* [DIRECTIONS FOR THIS TASK]: Starting at the top of the entries below, write out each line up to and including the one containing "thumb tip: (202, 219)". Leave the pictures out.

* [Keypoint text descriptions]:
┌────────
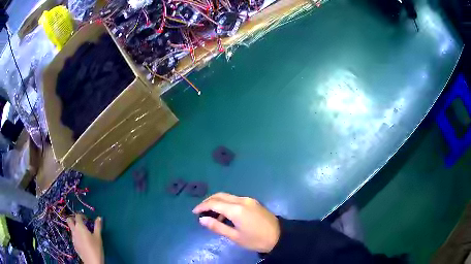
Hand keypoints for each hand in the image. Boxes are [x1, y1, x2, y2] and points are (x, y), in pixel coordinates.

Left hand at [67, 214, 103, 263]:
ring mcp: (73, 238)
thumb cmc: (96, 248)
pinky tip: (83, 242)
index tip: (86, 218)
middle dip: (73, 219)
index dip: (81, 215)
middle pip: (69, 220)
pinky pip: (74, 236)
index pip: (77, 216)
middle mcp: (74, 230)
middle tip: (80, 222)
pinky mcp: (74, 244)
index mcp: (80, 226)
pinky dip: (77, 236)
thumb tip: (99, 217)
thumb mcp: (98, 237)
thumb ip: (97, 226)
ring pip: (71, 229)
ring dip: (75, 228)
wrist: (92, 262)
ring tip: (83, 233)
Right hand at [193, 193, 279, 252]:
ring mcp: (249, 200)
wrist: (280, 236)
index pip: (214, 203)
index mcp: (236, 209)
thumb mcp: (235, 236)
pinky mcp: (253, 202)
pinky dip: (226, 204)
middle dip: (208, 201)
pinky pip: (235, 199)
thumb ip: (217, 227)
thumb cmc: (256, 240)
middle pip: (220, 196)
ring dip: (217, 202)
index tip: (194, 212)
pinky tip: (225, 214)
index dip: (202, 206)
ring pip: (227, 196)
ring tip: (212, 216)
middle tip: (200, 211)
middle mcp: (242, 200)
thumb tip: (202, 219)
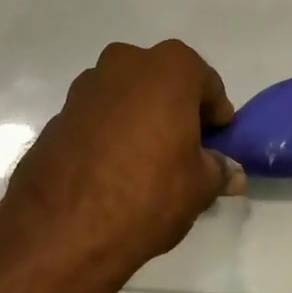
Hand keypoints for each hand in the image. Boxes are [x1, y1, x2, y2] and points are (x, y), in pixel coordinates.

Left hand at [1, 41, 244, 281]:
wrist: (61, 230)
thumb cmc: (148, 193)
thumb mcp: (198, 187)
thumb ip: (218, 170)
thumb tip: (232, 173)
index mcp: (170, 68)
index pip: (206, 83)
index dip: (216, 113)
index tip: (218, 142)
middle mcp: (127, 63)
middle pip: (164, 81)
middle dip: (176, 108)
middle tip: (184, 148)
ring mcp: (87, 86)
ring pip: (127, 95)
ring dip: (140, 116)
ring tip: (146, 161)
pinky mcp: (59, 114)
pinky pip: (98, 116)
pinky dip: (110, 131)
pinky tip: (113, 169)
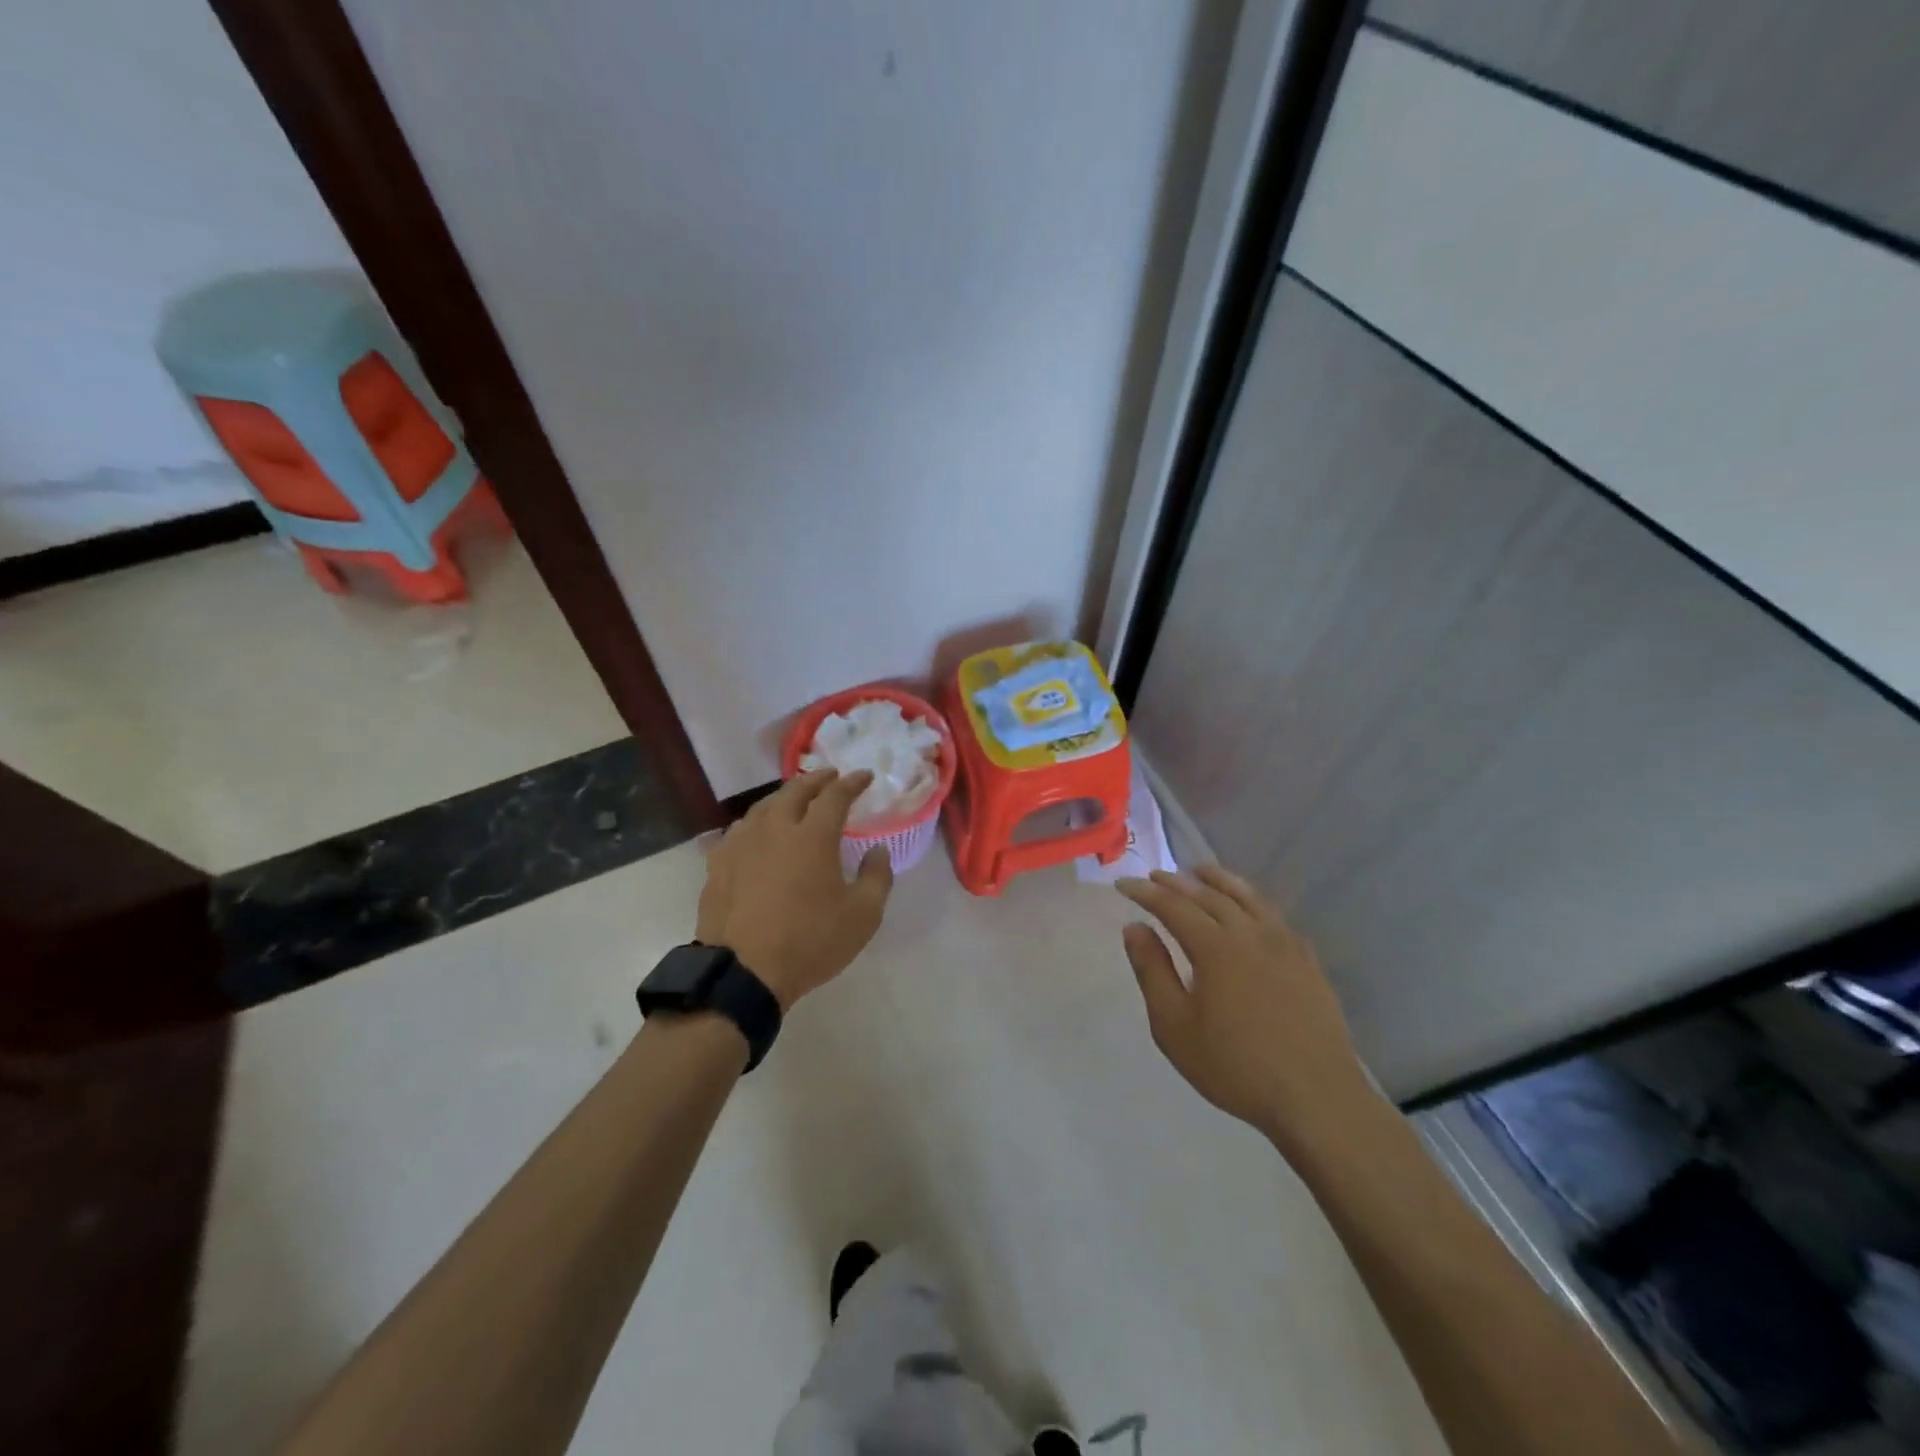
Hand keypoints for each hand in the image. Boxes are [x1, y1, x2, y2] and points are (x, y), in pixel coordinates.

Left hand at [696, 770, 893, 1009]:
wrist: (742, 973)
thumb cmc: (810, 942)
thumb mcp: (862, 916)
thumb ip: (877, 877)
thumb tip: (877, 851)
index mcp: (812, 836)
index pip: (835, 795)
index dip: (852, 782)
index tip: (864, 776)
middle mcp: (775, 829)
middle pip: (795, 790)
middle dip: (817, 779)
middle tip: (831, 777)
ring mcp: (741, 844)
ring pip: (763, 806)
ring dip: (784, 796)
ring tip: (795, 799)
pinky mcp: (718, 864)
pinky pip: (739, 830)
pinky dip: (756, 822)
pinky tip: (757, 832)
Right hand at [1117, 866, 1370, 1145]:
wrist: (1316, 1098)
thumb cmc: (1235, 1066)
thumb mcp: (1174, 1026)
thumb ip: (1152, 971)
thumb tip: (1135, 927)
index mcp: (1215, 947)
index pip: (1173, 906)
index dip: (1145, 892)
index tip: (1122, 883)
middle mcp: (1250, 934)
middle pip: (1209, 895)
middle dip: (1178, 882)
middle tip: (1156, 875)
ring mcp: (1284, 944)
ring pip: (1246, 898)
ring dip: (1218, 880)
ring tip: (1200, 871)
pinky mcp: (1307, 961)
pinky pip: (1274, 915)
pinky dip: (1252, 900)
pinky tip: (1248, 908)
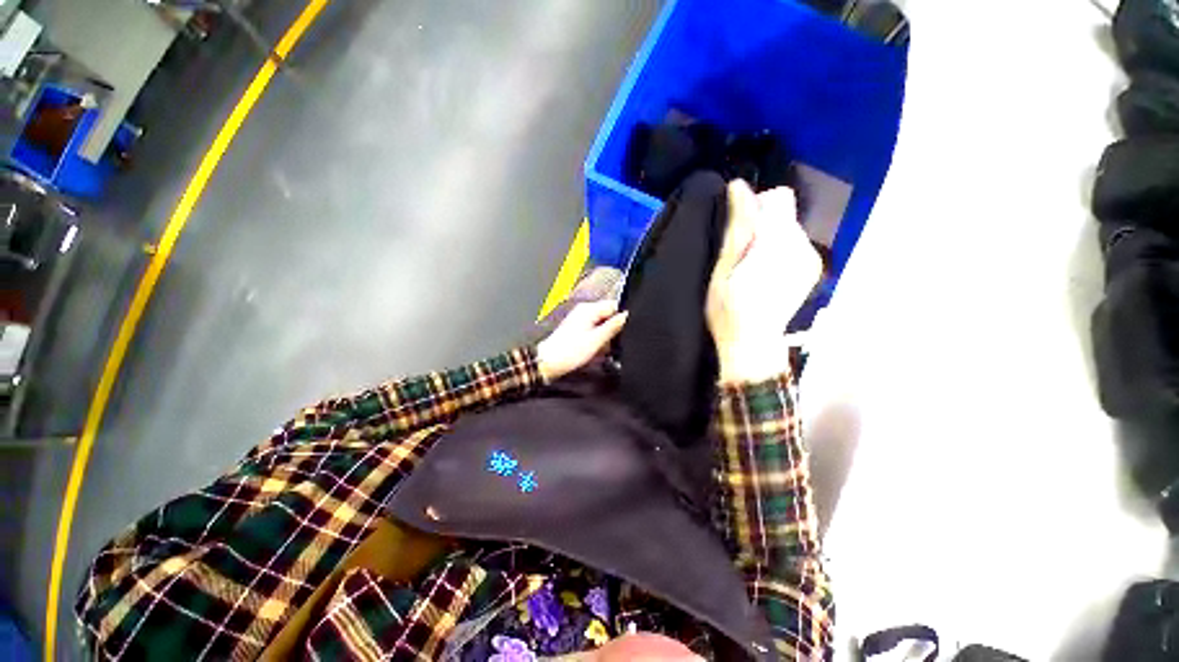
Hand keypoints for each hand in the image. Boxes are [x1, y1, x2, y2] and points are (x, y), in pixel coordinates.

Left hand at [537, 300, 627, 381]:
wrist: (549, 362)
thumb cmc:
└────────
* [WRITTEN ANSWER]:
Hand keypoints for each hand in the image. Boxes are [x1, y1, x2, y2] and points are (x, y), in pixel coordinates.

Left hand at [67, 214, 103, 263]:
ring mcp: (73, 238)
thumb cmc: (96, 248)
pinky tip: (83, 242)
index tip: (86, 218)
middle dip: (73, 219)
index dip: (81, 215)
middle pip: (69, 220)
pinky pip: (74, 236)
index pip: (77, 216)
middle mcp: (74, 230)
middle tip: (80, 222)
pinky mcp: (74, 244)
index mcp: (80, 226)
pinky dip: (77, 236)
thumb tip: (99, 217)
thumb mcp: (98, 237)
thumb ip: (97, 226)
ring pip: (71, 229)
ring dip: (75, 228)
wrist: (92, 262)
ring tip: (83, 233)
Right hand at [193, 193, 279, 252]:
ring mcp: (249, 200)
wrist: (280, 236)
index pip: (214, 203)
index mcp: (236, 209)
thumb mcp: (235, 236)
pinky mcp: (253, 202)
pinky dip: (226, 204)
middle dip: (208, 201)
pinky pip: (235, 199)
thumb ip: (217, 227)
thumb cmc: (256, 240)
middle pip: (220, 196)
ring dip: (217, 202)
index tip: (194, 212)
pinky tip: (225, 214)
index dip: (202, 206)
ring pip: (227, 196)
ring tip: (212, 216)
middle tip: (200, 211)
middle mcp: (242, 200)
thumb tip: (202, 219)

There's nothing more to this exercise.